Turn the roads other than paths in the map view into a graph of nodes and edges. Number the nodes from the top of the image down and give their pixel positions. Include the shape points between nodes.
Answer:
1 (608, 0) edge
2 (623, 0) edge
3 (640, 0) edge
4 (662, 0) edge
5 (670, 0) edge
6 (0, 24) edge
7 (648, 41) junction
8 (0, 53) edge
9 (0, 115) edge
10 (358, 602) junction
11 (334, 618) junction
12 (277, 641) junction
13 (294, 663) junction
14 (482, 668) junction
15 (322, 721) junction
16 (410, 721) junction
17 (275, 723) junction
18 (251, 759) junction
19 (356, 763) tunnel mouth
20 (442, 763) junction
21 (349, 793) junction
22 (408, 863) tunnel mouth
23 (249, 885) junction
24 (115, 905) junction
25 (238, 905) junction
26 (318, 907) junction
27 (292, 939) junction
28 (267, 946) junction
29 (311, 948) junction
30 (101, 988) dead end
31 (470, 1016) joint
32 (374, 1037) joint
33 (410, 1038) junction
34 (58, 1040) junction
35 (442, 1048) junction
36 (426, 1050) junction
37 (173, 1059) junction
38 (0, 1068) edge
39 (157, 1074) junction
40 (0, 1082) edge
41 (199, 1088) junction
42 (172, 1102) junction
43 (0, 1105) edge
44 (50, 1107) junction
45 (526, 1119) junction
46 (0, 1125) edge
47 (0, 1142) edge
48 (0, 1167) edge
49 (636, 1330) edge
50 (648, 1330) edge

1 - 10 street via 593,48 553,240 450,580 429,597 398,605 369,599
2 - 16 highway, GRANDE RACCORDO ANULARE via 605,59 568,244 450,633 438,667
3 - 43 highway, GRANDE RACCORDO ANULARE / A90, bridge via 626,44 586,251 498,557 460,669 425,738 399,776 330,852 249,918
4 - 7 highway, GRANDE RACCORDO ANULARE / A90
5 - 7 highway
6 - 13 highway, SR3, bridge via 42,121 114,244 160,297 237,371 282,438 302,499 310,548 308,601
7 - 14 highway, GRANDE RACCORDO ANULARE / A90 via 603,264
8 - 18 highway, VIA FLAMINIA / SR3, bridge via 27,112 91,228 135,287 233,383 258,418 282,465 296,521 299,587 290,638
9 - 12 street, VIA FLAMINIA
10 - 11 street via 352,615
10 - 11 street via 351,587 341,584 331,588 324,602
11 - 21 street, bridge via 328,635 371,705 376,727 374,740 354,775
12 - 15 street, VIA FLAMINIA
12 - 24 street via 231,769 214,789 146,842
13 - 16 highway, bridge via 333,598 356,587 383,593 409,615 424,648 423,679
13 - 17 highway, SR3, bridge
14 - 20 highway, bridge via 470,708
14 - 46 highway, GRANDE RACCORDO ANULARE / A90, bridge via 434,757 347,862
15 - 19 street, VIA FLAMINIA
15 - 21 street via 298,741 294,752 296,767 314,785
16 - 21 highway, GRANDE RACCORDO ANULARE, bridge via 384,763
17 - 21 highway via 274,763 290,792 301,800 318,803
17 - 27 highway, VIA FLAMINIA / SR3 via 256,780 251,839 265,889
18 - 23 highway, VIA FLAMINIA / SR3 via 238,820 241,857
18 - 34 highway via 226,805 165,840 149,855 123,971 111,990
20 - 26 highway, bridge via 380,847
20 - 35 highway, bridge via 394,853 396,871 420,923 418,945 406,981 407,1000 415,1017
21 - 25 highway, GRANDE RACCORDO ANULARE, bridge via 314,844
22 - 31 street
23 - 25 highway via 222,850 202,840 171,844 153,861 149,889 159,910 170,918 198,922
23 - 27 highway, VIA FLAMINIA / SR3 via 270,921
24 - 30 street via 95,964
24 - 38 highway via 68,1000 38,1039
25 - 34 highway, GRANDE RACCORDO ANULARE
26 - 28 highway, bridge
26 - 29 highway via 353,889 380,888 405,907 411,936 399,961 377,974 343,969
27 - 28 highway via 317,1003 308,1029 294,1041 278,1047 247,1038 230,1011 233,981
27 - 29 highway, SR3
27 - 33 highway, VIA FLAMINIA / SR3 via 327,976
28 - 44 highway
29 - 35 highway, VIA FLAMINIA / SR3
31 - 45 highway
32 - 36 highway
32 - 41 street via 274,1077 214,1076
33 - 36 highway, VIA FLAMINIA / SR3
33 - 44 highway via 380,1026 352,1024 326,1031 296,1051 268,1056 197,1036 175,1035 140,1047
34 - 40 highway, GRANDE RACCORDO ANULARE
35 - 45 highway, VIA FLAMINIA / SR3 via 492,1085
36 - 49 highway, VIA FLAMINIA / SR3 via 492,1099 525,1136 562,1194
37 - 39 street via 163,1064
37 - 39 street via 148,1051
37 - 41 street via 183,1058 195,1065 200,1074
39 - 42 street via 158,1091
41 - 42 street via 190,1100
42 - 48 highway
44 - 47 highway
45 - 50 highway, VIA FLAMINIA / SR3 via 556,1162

## Your assignment:
Report each line above containing the string "GRANDE".

## Reply to the task:
2 - 16 highway, GRANDE RACCORDO ANULARE via 605,59 568,244 450,633 438,667
3 - 43 highway, GRANDE RACCORDO ANULARE / A90, bridge via 626,44 586,251 498,557 460,669 425,738 399,776 330,852 249,918
4 - 7 highway, GRANDE RACCORDO ANULARE / A90
7 - 14 highway, GRANDE RACCORDO ANULARE / A90 via 603,264
14 - 46 highway, GRANDE RACCORDO ANULARE / A90, bridge via 434,757 347,862
16 - 21 highway, GRANDE RACCORDO ANULARE, bridge via 384,763
21 - 25 highway, GRANDE RACCORDO ANULARE, bridge via 314,844
25 - 34 highway, GRANDE RACCORDO ANULARE
34 - 40 highway, GRANDE RACCORDO ANULARE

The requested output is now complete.